Last year, it was Kelly Johnson and Jeff Francoeur. This year, the Braves have elected to bring back reliever Blaine Boyer for a bit of nostalgia... and perhaps something more.
Boyer, as you may recall, was drafted all the way back in the third round of the 2000 draft. He was not a marquee farmhand (though he did make #10 in Baseball America’s 2005 ranking of Braves’ prospects), but did make the jump from AA straight to the majors later that year, and had a successful rookie season in relief with the big club (3.11 ERA, 3.13 FIP, 0.6 fWAR in about 40 innings of work).

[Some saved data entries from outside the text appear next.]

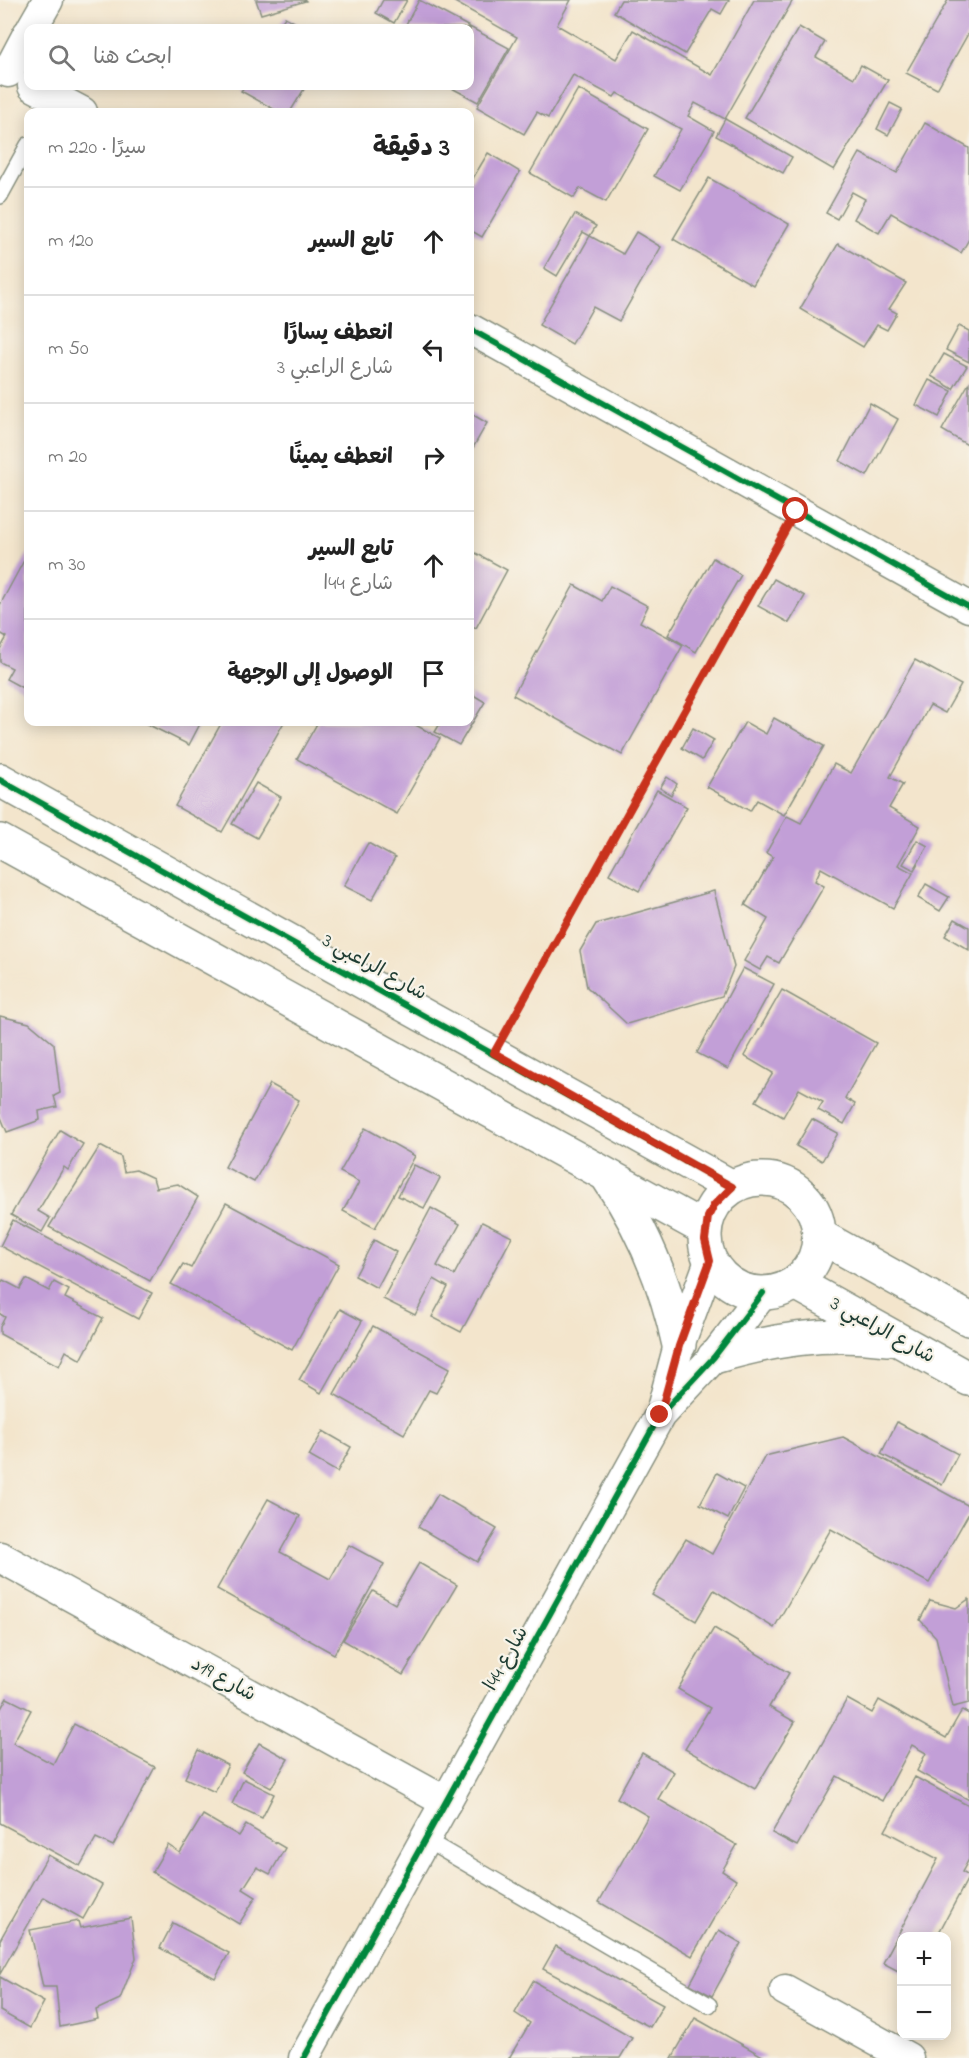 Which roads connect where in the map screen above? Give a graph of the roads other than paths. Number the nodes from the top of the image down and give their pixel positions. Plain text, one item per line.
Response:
1 (48, 0) edge
2 (34, 24) edge
3 (36, 90) edge
4 (74, 108) edge
5 (24, 152) edge
6 (0, 196) edge
7 (474, 330) edge
8 (969, 607) edge
9 (0, 780) edge
10 (0, 841) edge
11 (606, 1174) junction
12 (732, 1187) junction
13 (705, 1228) junction
14 (820, 1236) junction
15 (710, 1261) junction
16 (796, 1283) junction
17 (763, 1293) junction
18 (969, 1319) edge
19 (902, 1342) junction
20 (679, 1346) junction
21 (714, 1358) junction
22 (969, 1379) edge
23 (660, 1415) junction
24 (0, 1557) edge
25 (446, 1802) junction
26 (426, 1840) junction
27 (785, 1990) dead end
28 (709, 2005) dead end
29 (304, 2058) edge
30 (908, 2058) edge

1 - 2 street
3 - 4 street
5 - 6 lane
7 - 8 street
9 - 12 street, شارع الراعبي 3
10 - 11 street
11 - 13 street
11 - 20 street
12 - 13 street
12 - 14 street
13 - 15 street
14 - 16 street
14 - 18 street
15 - 17 street
15 - 20 street, شارع 44ا
16 - 17 street
16 - 19 street, شارع الراعبي 3
17 - 21 street, شارع 44ا
19 - 21 street
19 - 22 street, شارع الراعبي 3
20 - 23 street, شارع 44ا
21 - 23 street, شارع 44ا
23 - 25 street, شارع 44ا
24 - 25 street, شارع 19د
25 - 26 street, شارع 44ا
26 - 28 lane
26 - 29 street, شارع 44ا
27 - 30 street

After that, injuries and the usual reliever variability took their respective tolls. Boyer was an unlucky/ineffective workhorse on an unfortunate 2008 Braves team, and was traded to the Cardinals the following April. That was the beginning of a very pinball-esque set of transactions for him, as he then proceeded to join and play for 11 organizations (including the Cardinals twice, and the Hanshin Tigers in Japan) from 2009 through 2016. And now he returns to where it all began.
As a reliever, Boyer began his career as a pretty generic hard thrower. Starting in 2009, though, he morphed into something very different. Among the 136 relievers with at least 250 innings pitched since 2009, Boyer has:
- The lowest strikeout rate (11.9%, next closest is 14.5%, and there is no gap nearly that large between any other two relievers in the sample);
- A below-average walk rate (7.6%), better than about two-thirds of the relievers in the sample;
- A strong stinginess in terms of giving up homers (20th among the 136 relievers, at just around one homer per 18 innings pitched); and, weirdly enough
- One of the worst ERAs and FIPs among this group, though actually not that bad in a vacuum (3.82 ERA, 3.92 FIP). It’s just that not-particularly-effective relievers generally don’t get retained to pitch 250 innings over seven seasons, especially when they don’t strike guys out.
If you’re interested in learning more about Boyer, I highly recommend this interesting and recent article from Travis Sawchik at Fangraphs. It remains to be seen whether Boyer can continue his mystifying pitching ways, or whether he’ll continue to have success (he’s been pretty good the last three years with his weird M.O.), but it should be entertaining... if he even makes the roster, that is.
The deal itself is just a minor league commitment, so there’s no real harm if the Braves find other bullpen options, and Boyer should be able to latch on with another team anyway.
To end, here’s a weird fact about Blaine Boyer: he spent 10 days undercover in overseas brothels working to root out underage sex slavery, as part of some work with non-profit Exodus Road. (For more info, see Tom Hadricourt’s piece in the Milwaukee Journal-Sentinel, and Tim Keown in ESPN The Magazine.)